If it’s true that we may gauge the literary artist by the quality of his description of “the woman loved,” to borrow Alain-Fournier’s phrase, it should be more than fun to raid our literature for such a portrait — which we may conveniently call a portrait of the Muse as Filipina.
Rizal’s “kayumangging kaligatan,” as the Tagalogs call it, is not describing Maria Clara who is mestiza. The young woman is not a character in any of Rizal’s novels but a figure from Philippine myth and legend — Mariang Makiling, from whom, at any rate, Maria Clara is clearly descended, especially in the following aspect, that “Mariang Makiling was very charitable and had a good heart.”

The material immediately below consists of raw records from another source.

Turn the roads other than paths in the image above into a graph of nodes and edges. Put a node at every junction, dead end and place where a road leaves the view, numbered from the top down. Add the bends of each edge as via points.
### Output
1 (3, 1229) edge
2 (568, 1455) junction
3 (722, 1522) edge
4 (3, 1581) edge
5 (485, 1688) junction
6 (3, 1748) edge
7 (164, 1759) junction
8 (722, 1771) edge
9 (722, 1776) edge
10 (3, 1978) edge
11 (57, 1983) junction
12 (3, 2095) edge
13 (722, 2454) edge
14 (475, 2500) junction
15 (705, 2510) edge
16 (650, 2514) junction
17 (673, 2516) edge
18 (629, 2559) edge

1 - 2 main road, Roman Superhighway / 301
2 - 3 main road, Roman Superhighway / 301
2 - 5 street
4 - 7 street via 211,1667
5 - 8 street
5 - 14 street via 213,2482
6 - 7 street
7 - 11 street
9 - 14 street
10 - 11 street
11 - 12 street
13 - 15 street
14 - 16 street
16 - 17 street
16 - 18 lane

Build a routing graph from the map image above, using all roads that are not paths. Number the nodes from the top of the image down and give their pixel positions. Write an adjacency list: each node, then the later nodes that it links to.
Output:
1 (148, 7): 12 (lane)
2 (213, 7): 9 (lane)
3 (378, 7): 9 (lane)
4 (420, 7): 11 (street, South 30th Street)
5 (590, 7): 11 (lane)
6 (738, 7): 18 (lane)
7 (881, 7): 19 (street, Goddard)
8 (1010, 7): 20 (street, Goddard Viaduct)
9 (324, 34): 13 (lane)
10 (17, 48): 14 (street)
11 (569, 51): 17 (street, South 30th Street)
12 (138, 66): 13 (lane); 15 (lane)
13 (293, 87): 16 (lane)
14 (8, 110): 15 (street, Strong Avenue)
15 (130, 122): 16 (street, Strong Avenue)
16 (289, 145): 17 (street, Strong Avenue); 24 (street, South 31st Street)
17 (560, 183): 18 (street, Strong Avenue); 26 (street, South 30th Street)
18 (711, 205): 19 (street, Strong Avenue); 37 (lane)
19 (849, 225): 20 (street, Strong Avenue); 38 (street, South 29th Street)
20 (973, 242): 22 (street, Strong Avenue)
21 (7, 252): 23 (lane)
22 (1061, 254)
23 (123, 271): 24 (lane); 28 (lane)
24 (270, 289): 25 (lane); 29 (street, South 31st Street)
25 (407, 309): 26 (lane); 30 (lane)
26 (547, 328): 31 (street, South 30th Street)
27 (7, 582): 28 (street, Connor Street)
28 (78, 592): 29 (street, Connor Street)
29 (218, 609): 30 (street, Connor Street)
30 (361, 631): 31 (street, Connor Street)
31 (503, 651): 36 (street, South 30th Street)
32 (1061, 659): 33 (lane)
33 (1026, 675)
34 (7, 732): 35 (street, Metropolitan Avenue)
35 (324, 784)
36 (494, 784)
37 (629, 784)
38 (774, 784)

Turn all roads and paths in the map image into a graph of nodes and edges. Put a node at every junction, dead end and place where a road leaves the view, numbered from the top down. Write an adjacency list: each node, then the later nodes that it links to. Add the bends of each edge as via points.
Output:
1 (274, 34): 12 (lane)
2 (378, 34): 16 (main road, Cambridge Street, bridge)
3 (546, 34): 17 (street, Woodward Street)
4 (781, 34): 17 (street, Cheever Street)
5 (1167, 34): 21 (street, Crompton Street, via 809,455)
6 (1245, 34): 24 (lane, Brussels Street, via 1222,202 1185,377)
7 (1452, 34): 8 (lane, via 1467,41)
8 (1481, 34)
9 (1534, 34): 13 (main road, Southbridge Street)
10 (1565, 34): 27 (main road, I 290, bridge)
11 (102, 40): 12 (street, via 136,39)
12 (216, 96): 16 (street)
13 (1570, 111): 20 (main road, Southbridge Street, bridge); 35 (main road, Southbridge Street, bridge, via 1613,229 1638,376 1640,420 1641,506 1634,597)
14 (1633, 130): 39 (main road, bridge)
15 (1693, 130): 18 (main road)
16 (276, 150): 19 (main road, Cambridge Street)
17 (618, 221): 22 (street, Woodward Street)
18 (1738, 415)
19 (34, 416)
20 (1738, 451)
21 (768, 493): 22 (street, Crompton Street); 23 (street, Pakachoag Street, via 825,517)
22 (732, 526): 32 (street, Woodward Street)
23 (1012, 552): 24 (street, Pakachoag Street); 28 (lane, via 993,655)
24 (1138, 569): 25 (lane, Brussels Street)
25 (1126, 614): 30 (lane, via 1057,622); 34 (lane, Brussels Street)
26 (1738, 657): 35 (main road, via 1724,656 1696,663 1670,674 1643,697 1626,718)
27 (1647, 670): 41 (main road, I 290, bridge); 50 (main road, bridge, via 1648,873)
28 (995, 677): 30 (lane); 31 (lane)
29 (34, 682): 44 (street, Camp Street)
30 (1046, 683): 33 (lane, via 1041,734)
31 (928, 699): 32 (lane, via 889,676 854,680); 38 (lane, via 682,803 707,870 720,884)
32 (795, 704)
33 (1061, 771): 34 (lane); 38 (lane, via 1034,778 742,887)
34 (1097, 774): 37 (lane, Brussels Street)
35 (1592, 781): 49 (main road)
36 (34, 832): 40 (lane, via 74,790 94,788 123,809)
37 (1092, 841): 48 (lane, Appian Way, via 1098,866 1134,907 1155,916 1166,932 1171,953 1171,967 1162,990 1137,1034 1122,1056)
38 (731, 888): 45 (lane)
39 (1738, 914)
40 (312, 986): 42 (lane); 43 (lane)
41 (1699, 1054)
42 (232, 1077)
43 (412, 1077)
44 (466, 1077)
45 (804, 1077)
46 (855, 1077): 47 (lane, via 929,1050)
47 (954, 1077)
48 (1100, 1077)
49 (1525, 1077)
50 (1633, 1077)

This is in truth Rizal’s Muse, who appears in yet another literary work of the national hero outside the Noli. In an unfinished prose piece to which he gives the title Memories, Rizal recollects a summer encounter he had while vacationing in the provinces. He was, he writes, only sixteen at the time, while the young woman he liked was “of fourteen or sixteen summers, fair, slim for her age, with her black tresses loose, almost reaching her heels. She wore a red skirt girded under her shoulders, a black tapis over it which traced the contour of her virginal form….”
The Muse (very likely Leonor Rivera, in Lingayen) appears in her two aspects: young maiden and crone. The work was left unfinished — but perhaps only those with a historical interest at stake will feel a loss. The young maiden returns as Maria Clara in Rizal’s immortal novel.
It appears that Rizal’s type (archetype!) is gentle and kind, and though he qualifies this in Mariang Makiling, the quality always surfaces without strain.
In the fishing excursion chapter of the Noli Me Tangere, Maria Clara is struck by Elias’ sadness and, taking pity, hands him some biscuits. When later Elias visits the hut of his sweetheart, Salome, they get to talking about Maria Clara. And Salome, in turn, is a mirror image of Maria Clara in her reaction. Just as Elias is Ibarra’s double, so is Salome Maria Clara’s.
Literally, she is the poor man’s Maria Clara, but the latter’s soul twin really, enforcing the impression that Rizal’s Muse was sweet and, unlike that of John Keats’, sweet to the end. In his “Mi Ultimo Adios” he calls Josephine Bracken “dulce extranjera,” sweet stranger.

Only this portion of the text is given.